▶ **YOUR TASK**
Down to the last line below, repeat the entries word for word and drop the pictures.

EXCERPTED DATA START

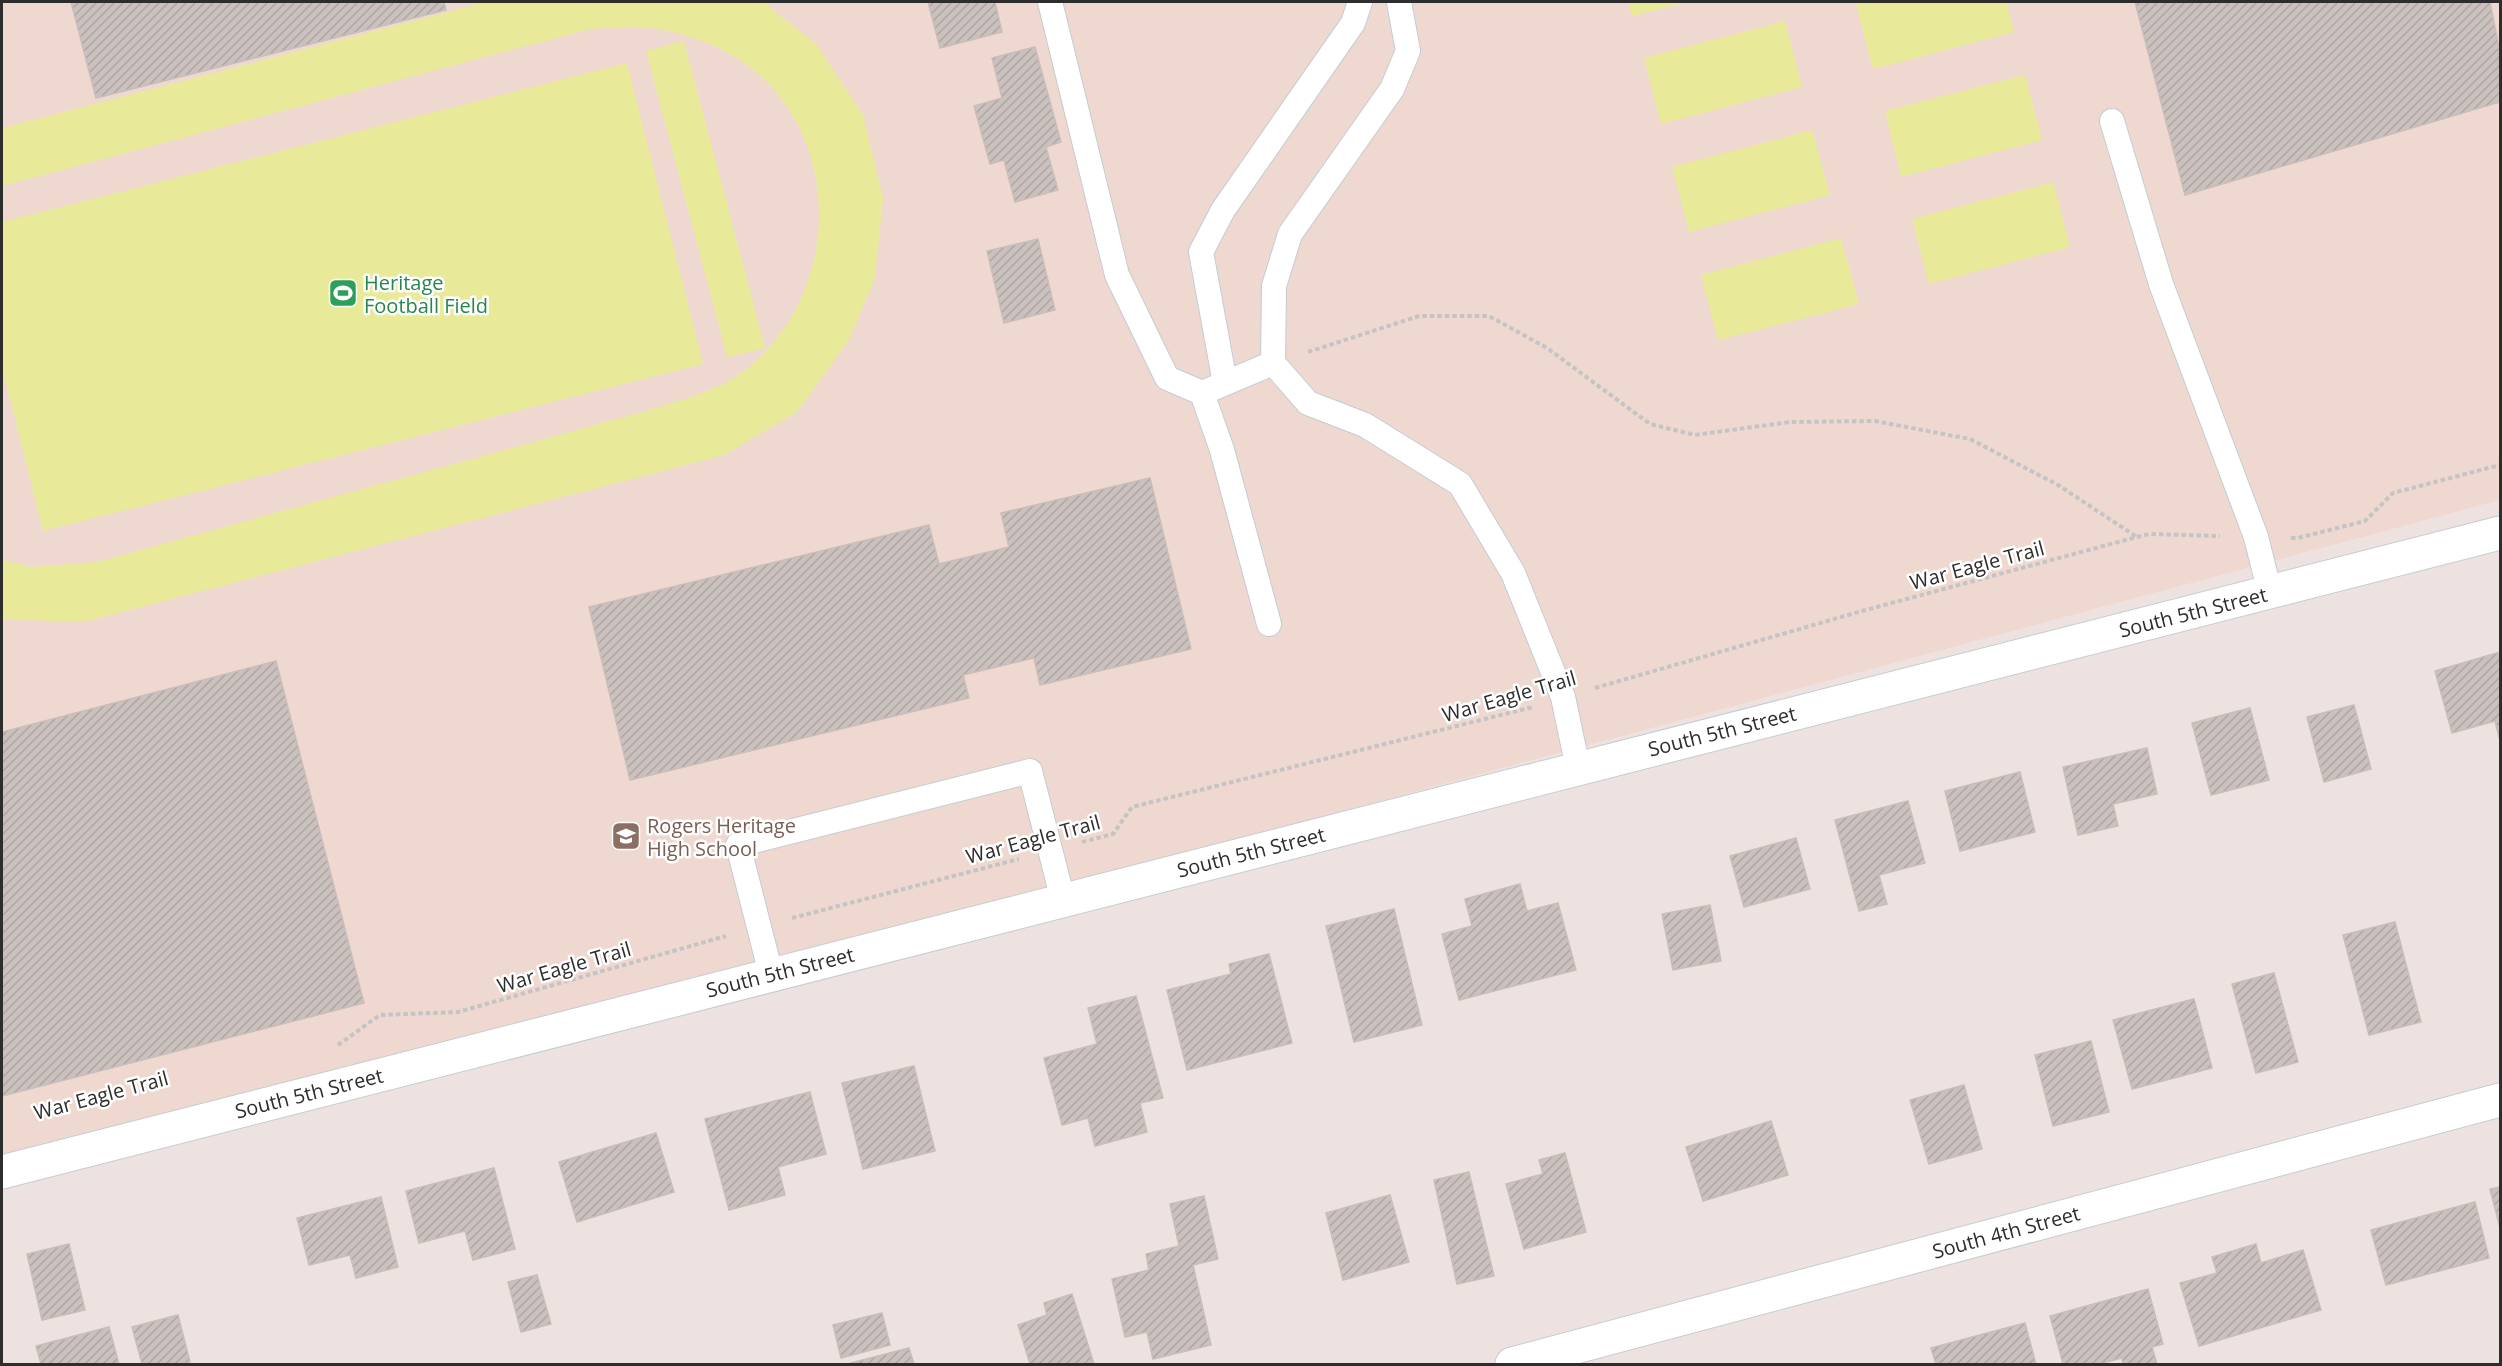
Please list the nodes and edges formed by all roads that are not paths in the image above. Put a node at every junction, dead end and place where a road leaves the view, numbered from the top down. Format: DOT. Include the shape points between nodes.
graph roads {
  1 [pos="1050,2"];
  2 [pos="1360,2"];
  3 [pos="1399,2"];
  4 [pos="2112,121"];
  5 [pos="1274,363"];
  6 [pos="1225,383"];
  7 [pos="1202,393"];
  8 [pos="2500,533"];
  9 [pos="2270,593"];
  10 [pos="1269,624"];
  11 [pos="1578,768"];
  12 [pos="1063,900"];
  13 [pos="771,974"];
  14 [pos="2500,1100"];
  15 [pos="2,1172"];
  16 [pos="1512,1365"];
  1 -- 7 [label="lane" via="1117,275 1167,378"];
  2 -- 6 [label="lane" via="1353,23 1223,210 1201,252"];
  3 -- 5 [label="lane" via="1408,51 1392,89 1290,234 1274,286"];
  4 -- 9 [label="lane" via="2161,284 2256,537"];
  5 -- 6 [label="lane"];
  5 -- 11 [label="lane" via="1308,403 1365,425 1460,484 1513,573 1563,697"];
  6 -- 7 [label="lane"];
  7 -- 10 [label="lane" via="1222,450"];
  8 -- 9 [label="street, South 5th Street"];
  9 -- 11 [label="street, South 5th Street"];
  11 -- 12 [label="street, South 5th Street"];
  12 -- 13 [label="street, South 5th Street"];
  12 -- 13 [label="lane" via="1030,771 738,845"];
  13 -- 15 [label="street, South 5th Street"];
  14 -- 16 [label="street, South 4th Street"];
}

EXCERPTED DATA END

▶ **COMPLETED TASK**
Please list the nodes and edges formed by all roads that are not paths in the image above. Put a node at every junction, dead end and place where a road leaves the view, numbered from the top down. Format: DOT. Include the shape points between nodes.
graph roads {
  1 [pos="1050,2"];
  2 [pos="1360,2"];
  3 [pos="1399,2"];
  4 [pos="2112,121"];
  5 [pos="1274,363"];
  6 [pos="1225,383"];
  7 [pos="1202,393"];
  8 [pos="2500,533"];
  9 [pos="2270,593"];
  10 [pos="1269,624"];
  11 [pos="1578,768"];
  12 [pos="1063,900"];
  13 [pos="771,974"];
  14 [pos="2500,1100"];
  15 [pos="2,1172"];
  16 [pos="1512,1365"];
  1 -- 7 [label="lane" via="1117,275 1167,378"];
  2 -- 6 [label="lane" via="1353,23 1223,210 1201,252"];
  3 -- 5 [label="lane" via="1408,51 1392,89 1290,234 1274,286"];
  4 -- 9 [label="lane" via="2161,284 2256,537"];
  5 -- 6 [label="lane"];
  5 -- 11 [label="lane" via="1308,403 1365,425 1460,484 1513,573 1563,697"];
  6 -- 7 [label="lane"];
  7 -- 10 [label="lane" via="1222,450"];
  8 -- 9 [label="street, South 5th Street"];
  9 -- 11 [label="street, South 5th Street"];
  11 -- 12 [label="street, South 5th Street"];
  12 -- 13 [label="street, South 5th Street"];
  12 -- 13 [label="lane" via="1030,771 738,845"];
  13 -- 15 [label="street, South 5th Street"];
  14 -- 16 [label="street, South 4th Street"];
}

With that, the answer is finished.